Write the records out again exactly as they read, dropping any picture they hold.
-- Excerpted data follows --
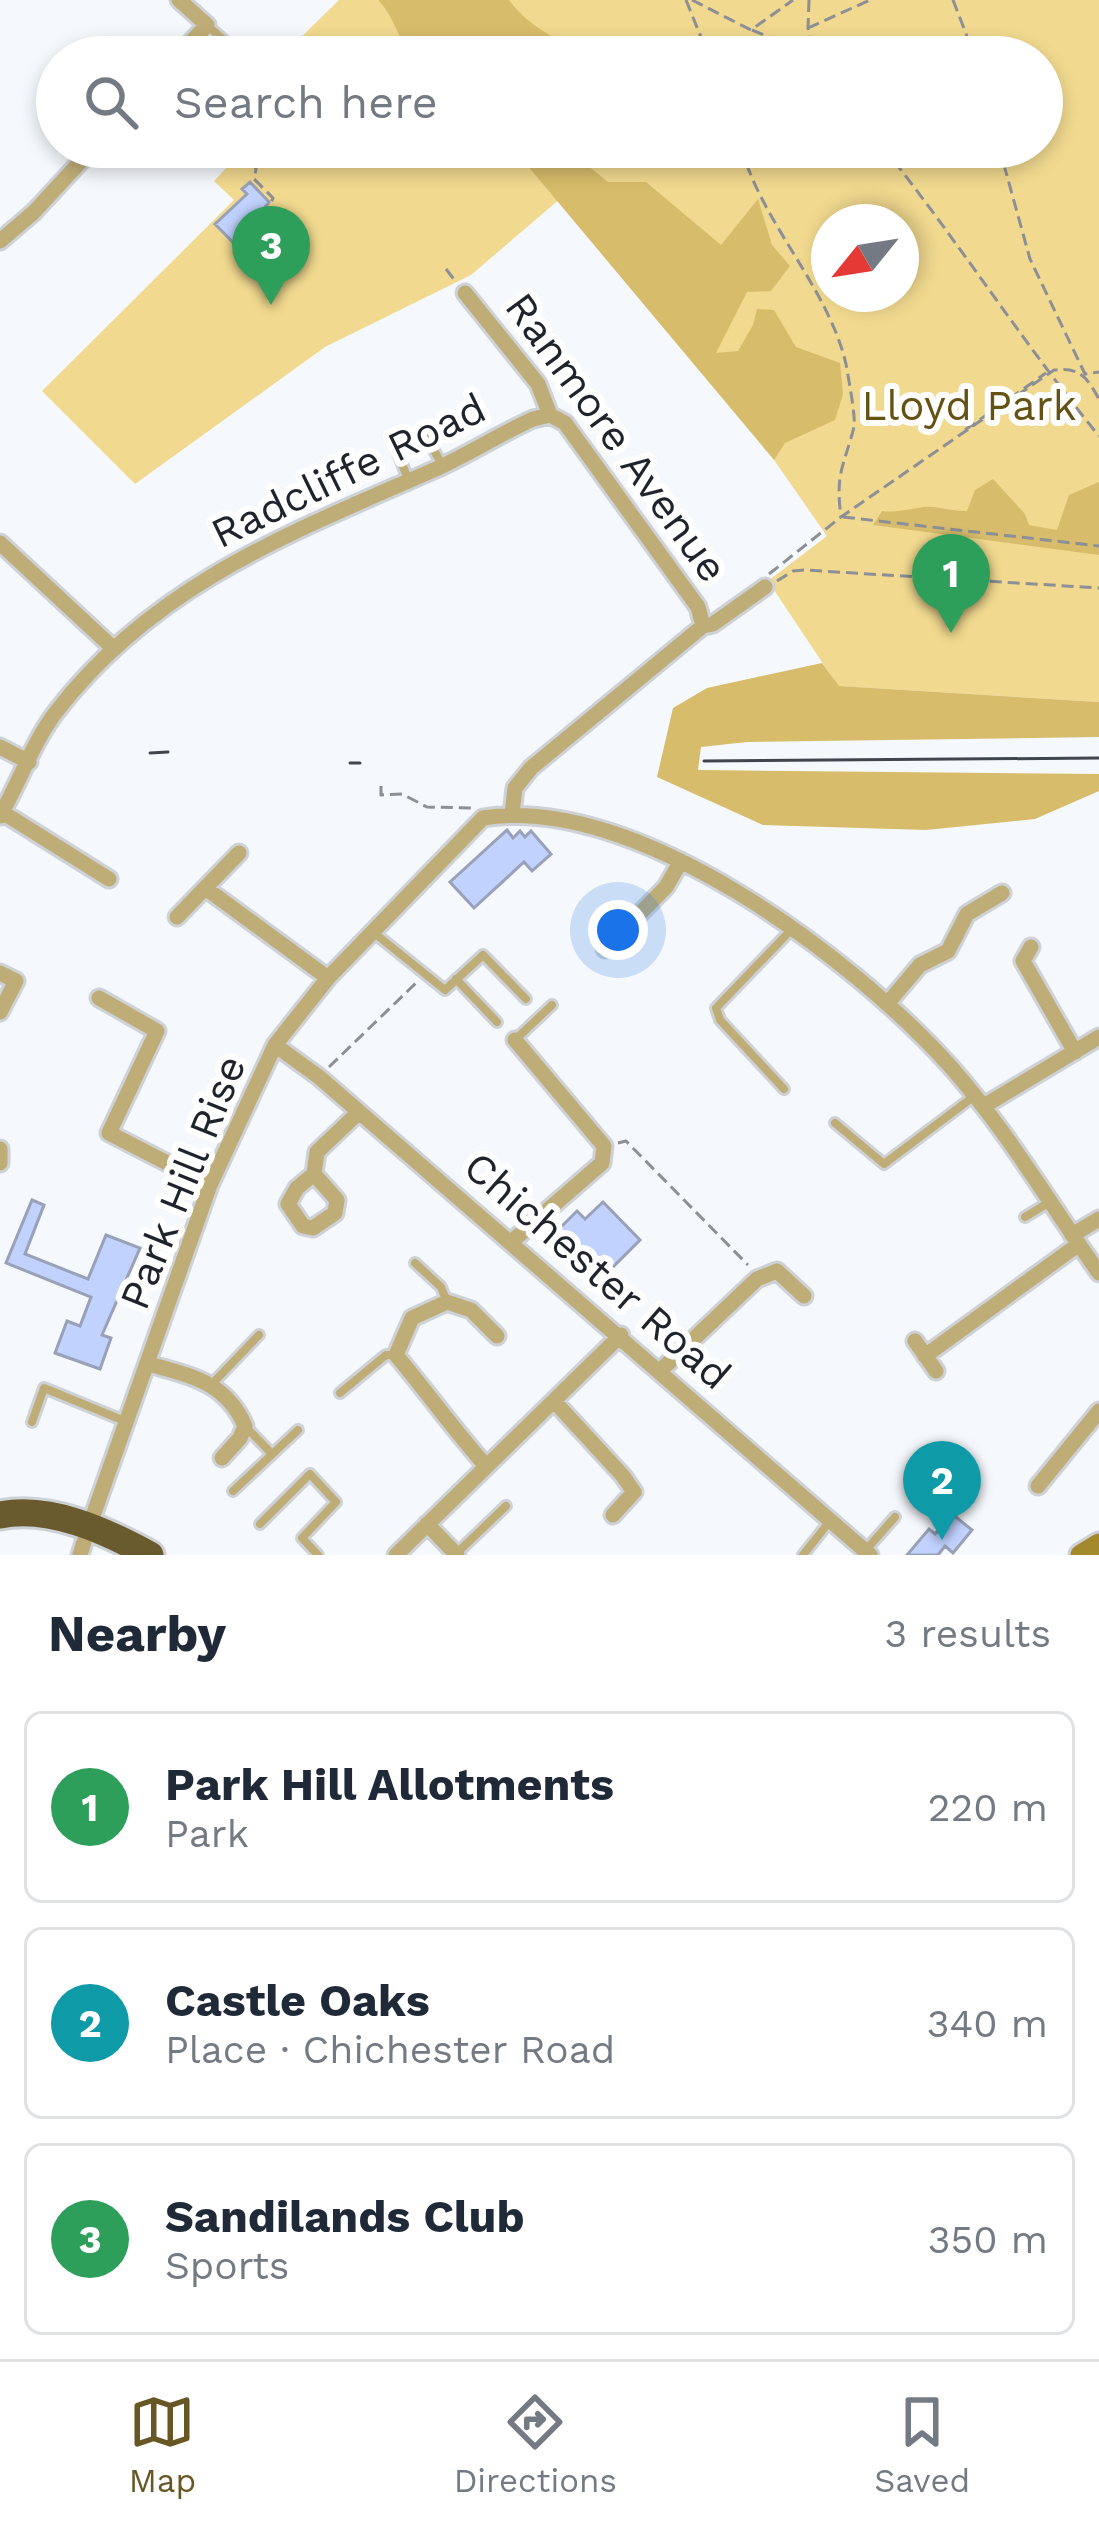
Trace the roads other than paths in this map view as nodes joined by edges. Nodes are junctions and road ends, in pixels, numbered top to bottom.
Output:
1 (179, 0) edge
2 (207, 25) junction
3 (197, 36) edge
4 (219, 36) edge
5 (75, 168) edge
6 (0, 241) edge
7 (465, 293) dead end
8 (550, 415) junction
9 (443, 465) junction
10 (408, 480) junction
11 (0, 543) edge
12 (765, 587) road end
13 (703, 626) junction
14 (113, 648) junction
15 (0, 747) edge
16 (29, 762) junction
17 (1, 814) edge
18 (512, 814) junction
19 (239, 853) dead end
20 (681, 861) junction
21 (109, 878) dead end
22 (208, 890) junction
23 (1003, 893) dead end
24 (177, 917) dead end
25 (792, 929) junction
26 (372, 931) junction
27 (1030, 947) dead end
28 (605, 949) dead end
29 (0, 973) edge
30 (328, 978) junction
31 (456, 979) junction
32 (99, 998) dead end
33 (526, 999) dead end
34 (886, 1004) junction
35 (552, 1005) dead end
36 (0, 1012) edge
37 (497, 1022) dead end
38 (1099, 1037) edge
39 (515, 1040) joint
40 (275, 1045) junction
41 (1075, 1052) junction
42 (784, 1089) dead end
43 (979, 1101) junction
44 (358, 1112) junction
45 (835, 1123) dead end
46 (0, 1149) edge
47 (0, 1163) edge
48 (314, 1174) dead end
49 (210, 1185) junction
50 (1049, 1202) junction
51 (1025, 1216) dead end
52 (1099, 1219) edge
53 (1075, 1239) junction
54 (511, 1242) junction
55 (416, 1263) dead end
56 (1099, 1273) edge
57 (803, 1296) dead end
58 (447, 1302) junction
59 (259, 1335) dead end
60 (621, 1335) junction
61 (497, 1336) dead end
62 (396, 1355) junction
63 (149, 1364) junction
64 (661, 1370) junction
65 (936, 1371) dead end
66 (212, 1384) junction
67 (340, 1393) dead end
68 (554, 1401) junction
69 (1099, 1411) edge
70 (32, 1422) dead end
71 (128, 1422) junction
72 (244, 1426) junction
73 (298, 1430) dead end
74 (272, 1454) junction
75 (222, 1458) dead end
76 (486, 1466) junction
77 (1038, 1486) dead end
78 (233, 1491) dead end
79 (506, 1506) dead end
80 (613, 1515) dead end
81 (0, 1517) edge
82 (895, 1517) dead end
83 (830, 1521) junction
84 (260, 1524) dead end
85 (427, 1524) junction
86 (84, 1541) edge
87 (1099, 1544) edge
88 (868, 1553) edge
89 (118, 1555) edge
90 (150, 1555) edge
91 (318, 1555) edge
92 (395, 1555) edge
93 (457, 1555) edge
94 (803, 1555) edge
95 (1081, 1555) edge

1 - 2 street
2 - 3 street
2 - 4 lane
5 - 6 street
7 - 8 street, Ranmore Avenue
8 - 9 street, Radcliffe Road
8 - 13 street, Ranmore Avenue
9 - 10 street, Radcliffe Road
9 - 10 lane
10 - 14 street, Radcliffe Road
11 - 14 street
12 - 13 street
13 - 18 street
14 - 16 street, Radcliffe Road
15 - 16 street
16 - 17 street, Radcliffe Road
17 - 21 street
18 - 20 street
18 - 26 street, Park Hill Rise
19 - 22 street
20 - 25 street
20 - 28 street
22 - 24 street
22 - 30 street
23 - 34 street
25 - 34 street
25 - 42 lane
26 - 30 street, Park Hill Rise
26 - 31 lane
27 - 41 street
29 - 36 street
30 - 40 street, Park Hill Rise
31 - 33 lane
31 - 37 lane
32 - 49 street
34 - 43 street
35 - 39 lane
38 - 41 street
39 - 54 street
40 - 44 street, Chichester Road
40 - 49 street, Park Hill Rise
41 - 43 street
43 - 45 lane
43 - 50 street
44 - 48 street
44 - 54 street, Chichester Road
46 - 47 street
49 - 63 street, Park Hill Rise
50 - 51 lane
50 - 53 street
52 - 53 street
53 - 56 street
53 - 65 street
54 - 60 street, Chichester Road
55 - 58 lane
57 - 64 street
58 - 61 street
58 - 62 street
59 - 66 lane
60 - 64 street, Chichester Road
60 - 68 street
62 - 67 lane
62 - 76 street
63 - 66 street
63 - 71 street, Park Hill Rise
64 - 83 street, Chichester Road
66 - 72 street
68 - 76 street
68 - 80 street
69 - 77 street
70 - 71 lane
71 - 86 street, Park Hill Rise
72 - 74 lane
72 - 75 street
73 - 74 lane
74 - 78 lane
76 - 85 street
79 - 93 lane
81 - 86 highway
82 - 88 lane
83 - 88 street, Chichester Road
83 - 94 lane
84 - 91 lane
85 - 92 street
85 - 93 street
86 - 89 highway
86 - 90 highway
87 - 95 main road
-- Excerpted data concluded --
**Written answer:**
Trace the roads other than paths in this map view as nodes joined by edges. Nodes are junctions and road ends, in pixels, numbered top to bottom.
Output:
1 (179, 0) edge
2 (207, 25) junction
3 (197, 36) edge
4 (219, 36) edge
5 (75, 168) edge
6 (0, 241) edge
7 (465, 293) dead end
8 (550, 415) junction
9 (443, 465) junction
10 (408, 480) junction
11 (0, 543) edge
12 (765, 587) road end
13 (703, 626) junction
14 (113, 648) junction
15 (0, 747) edge
16 (29, 762) junction
17 (1, 814) edge
18 (512, 814) junction
19 (239, 853) dead end
20 (681, 861) junction
21 (109, 878) dead end
22 (208, 890) junction
23 (1003, 893) dead end
24 (177, 917) dead end
25 (792, 929) junction
26 (372, 931) junction
27 (1030, 947) dead end
28 (605, 949) dead end
29 (0, 973) edge
30 (328, 978) junction
31 (456, 979) junction
32 (99, 998) dead end
33 (526, 999) dead end
34 (886, 1004) junction
35 (552, 1005) dead end
36 (0, 1012) edge
37 (497, 1022) dead end
38 (1099, 1037) edge
39 (515, 1040) joint
40 (275, 1045) junction
41 (1075, 1052) junction
42 (784, 1089) dead end
43 (979, 1101) junction
44 (358, 1112) junction
45 (835, 1123) dead end
46 (0, 1149) edge
47 (0, 1163) edge
48 (314, 1174) dead end
49 (210, 1185) junction
50 (1049, 1202) junction
51 (1025, 1216) dead end
52 (1099, 1219) edge
53 (1075, 1239) junction
54 (511, 1242) junction
55 (416, 1263) dead end
56 (1099, 1273) edge
57 (803, 1296) dead end
58 (447, 1302) junction
59 (259, 1335) dead end
60 (621, 1335) junction
61 (497, 1336) dead end
62 (396, 1355) junction
63 (149, 1364) junction
64 (661, 1370) junction
65 (936, 1371) dead end
66 (212, 1384) junction
67 (340, 1393) dead end
68 (554, 1401) junction
69 (1099, 1411) edge
70 (32, 1422) dead end
71 (128, 1422) junction
72 (244, 1426) junction
73 (298, 1430) dead end
74 (272, 1454) junction
75 (222, 1458) dead end
76 (486, 1466) junction
77 (1038, 1486) dead end
78 (233, 1491) dead end
79 (506, 1506) dead end
80 (613, 1515) dead end
81 (0, 1517) edge
82 (895, 1517) dead end
83 (830, 1521) junction
84 (260, 1524) dead end
85 (427, 1524) junction
86 (84, 1541) edge
87 (1099, 1544) edge
88 (868, 1553) edge
89 (118, 1555) edge
90 (150, 1555) edge
91 (318, 1555) edge
92 (395, 1555) edge
93 (457, 1555) edge
94 (803, 1555) edge
95 (1081, 1555) edge

1 - 2 street
2 - 3 street
2 - 4 lane
5 - 6 street
7 - 8 street, Ranmore Avenue
8 - 9 street, Radcliffe Road
8 - 13 street, Ranmore Avenue
9 - 10 street, Radcliffe Road
9 - 10 lane
10 - 14 street, Radcliffe Road
11 - 14 street
12 - 13 street
13 - 18 street
14 - 16 street, Radcliffe Road
15 - 16 street
16 - 17 street, Radcliffe Road
17 - 21 street
18 - 20 street
18 - 26 street, Park Hill Rise
19 - 22 street
20 - 25 street
20 - 28 street
22 - 24 street
22 - 30 street
23 - 34 street
25 - 34 street
25 - 42 lane
26 - 30 street, Park Hill Rise
26 - 31 lane
27 - 41 street
29 - 36 street
30 - 40 street, Park Hill Rise
31 - 33 lane
31 - 37 lane
32 - 49 street
34 - 43 street
35 - 39 lane
38 - 41 street
39 - 54 street
40 - 44 street, Chichester Road
40 - 49 street, Park Hill Rise
41 - 43 street
43 - 45 lane
43 - 50 street
44 - 48 street
44 - 54 street, Chichester Road
46 - 47 street
49 - 63 street, Park Hill Rise
50 - 51 lane
50 - 53 street
52 - 53 street
53 - 56 street
53 - 65 street
54 - 60 street, Chichester Road
55 - 58 lane
57 - 64 street
58 - 61 street
58 - 62 street
59 - 66 lane
60 - 64 street, Chichester Road
60 - 68 street
62 - 67 lane
62 - 76 street
63 - 66 street
63 - 71 street, Park Hill Rise
64 - 83 street, Chichester Road
66 - 72 street
68 - 76 street
68 - 80 street
69 - 77 street
70 - 71 lane
71 - 86 street, Park Hill Rise
72 - 74 lane
72 - 75 street
73 - 74 lane
74 - 78 lane
76 - 85 street
79 - 93 lane
81 - 86 highway
82 - 88 lane
83 - 88 street, Chichester Road
83 - 94 lane
84 - 91 lane
85 - 92 street
85 - 93 street
86 - 89 highway
86 - 90 highway
87 - 95 main road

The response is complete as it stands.